**What you will do**
Line by line, return everything in the listing exactly.

□ □ □ □ □

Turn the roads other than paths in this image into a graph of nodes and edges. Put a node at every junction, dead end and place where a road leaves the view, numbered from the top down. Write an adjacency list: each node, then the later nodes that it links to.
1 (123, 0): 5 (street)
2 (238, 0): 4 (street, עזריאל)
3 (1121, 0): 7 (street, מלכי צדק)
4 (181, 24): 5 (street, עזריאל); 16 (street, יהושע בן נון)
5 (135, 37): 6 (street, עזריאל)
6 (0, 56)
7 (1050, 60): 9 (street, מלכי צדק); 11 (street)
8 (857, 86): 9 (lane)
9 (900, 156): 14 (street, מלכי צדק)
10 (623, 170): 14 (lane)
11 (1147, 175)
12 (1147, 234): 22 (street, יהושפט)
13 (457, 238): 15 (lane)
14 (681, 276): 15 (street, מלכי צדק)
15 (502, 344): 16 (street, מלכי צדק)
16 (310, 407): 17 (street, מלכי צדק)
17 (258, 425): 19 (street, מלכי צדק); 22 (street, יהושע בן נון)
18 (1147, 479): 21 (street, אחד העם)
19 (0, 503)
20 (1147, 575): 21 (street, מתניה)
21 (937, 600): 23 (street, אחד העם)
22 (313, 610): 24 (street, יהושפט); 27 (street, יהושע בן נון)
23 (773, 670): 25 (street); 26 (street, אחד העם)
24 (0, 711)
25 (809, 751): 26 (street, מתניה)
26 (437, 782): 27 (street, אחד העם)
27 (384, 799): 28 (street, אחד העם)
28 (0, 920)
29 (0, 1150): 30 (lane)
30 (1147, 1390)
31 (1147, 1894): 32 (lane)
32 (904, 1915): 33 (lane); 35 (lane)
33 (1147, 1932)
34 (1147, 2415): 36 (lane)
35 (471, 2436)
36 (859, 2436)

□ □ □ □ □

**Output for this task**
Turn the roads other than paths in this image into a graph of nodes and edges. Put a node at every junction, dead end and place where a road leaves the view, numbered from the top down. Write an adjacency list: each node, then the later nodes that it links to.
1 (123, 0): 5 (street)
2 (238, 0): 4 (street, עזריאל)
3 (1121, 0): 7 (street, מלכי צדק)
4 (181, 24): 5 (street, עזריאל); 16 (street, יהושע בן נון)
5 (135, 37): 6 (street, עזריאל)
6 (0, 56)
7 (1050, 60): 9 (street, מלכי צדק); 11 (street)
8 (857, 86): 9 (lane)
9 (900, 156): 14 (street, מלכי צדק)
10 (623, 170): 14 (lane)
11 (1147, 175)
12 (1147, 234): 22 (street, יהושפט)
13 (457, 238): 15 (lane)
14 (681, 276): 15 (street, מלכי צדק)
15 (502, 344): 16 (street, מלכי צדק)
16 (310, 407): 17 (street, מלכי צדק)
17 (258, 425): 19 (street, מלכי צדק); 22 (street, יהושע בן נון)
18 (1147, 479): 21 (street, אחד העם)
19 (0, 503)
20 (1147, 575): 21 (street, מתניה)
21 (937, 600): 23 (street, אחד העם)
22 (313, 610): 24 (street, יהושפט); 27 (street, יהושע בן נון)
23 (773, 670): 25 (street); 26 (street, אחד העם)
24 (0, 711)
25 (809, 751): 26 (street, מתניה)
26 (437, 782): 27 (street, אחד העם)
27 (384, 799): 28 (street, אחד העם)
28 (0, 920)
29 (0, 1150): 30 (lane)
30 (1147, 1390)
31 (1147, 1894): 32 (lane)
32 (904, 1915): 33 (lane); 35 (lane)
33 (1147, 1932)
34 (1147, 2415): 36 (lane)
35 (471, 2436)
36 (859, 2436)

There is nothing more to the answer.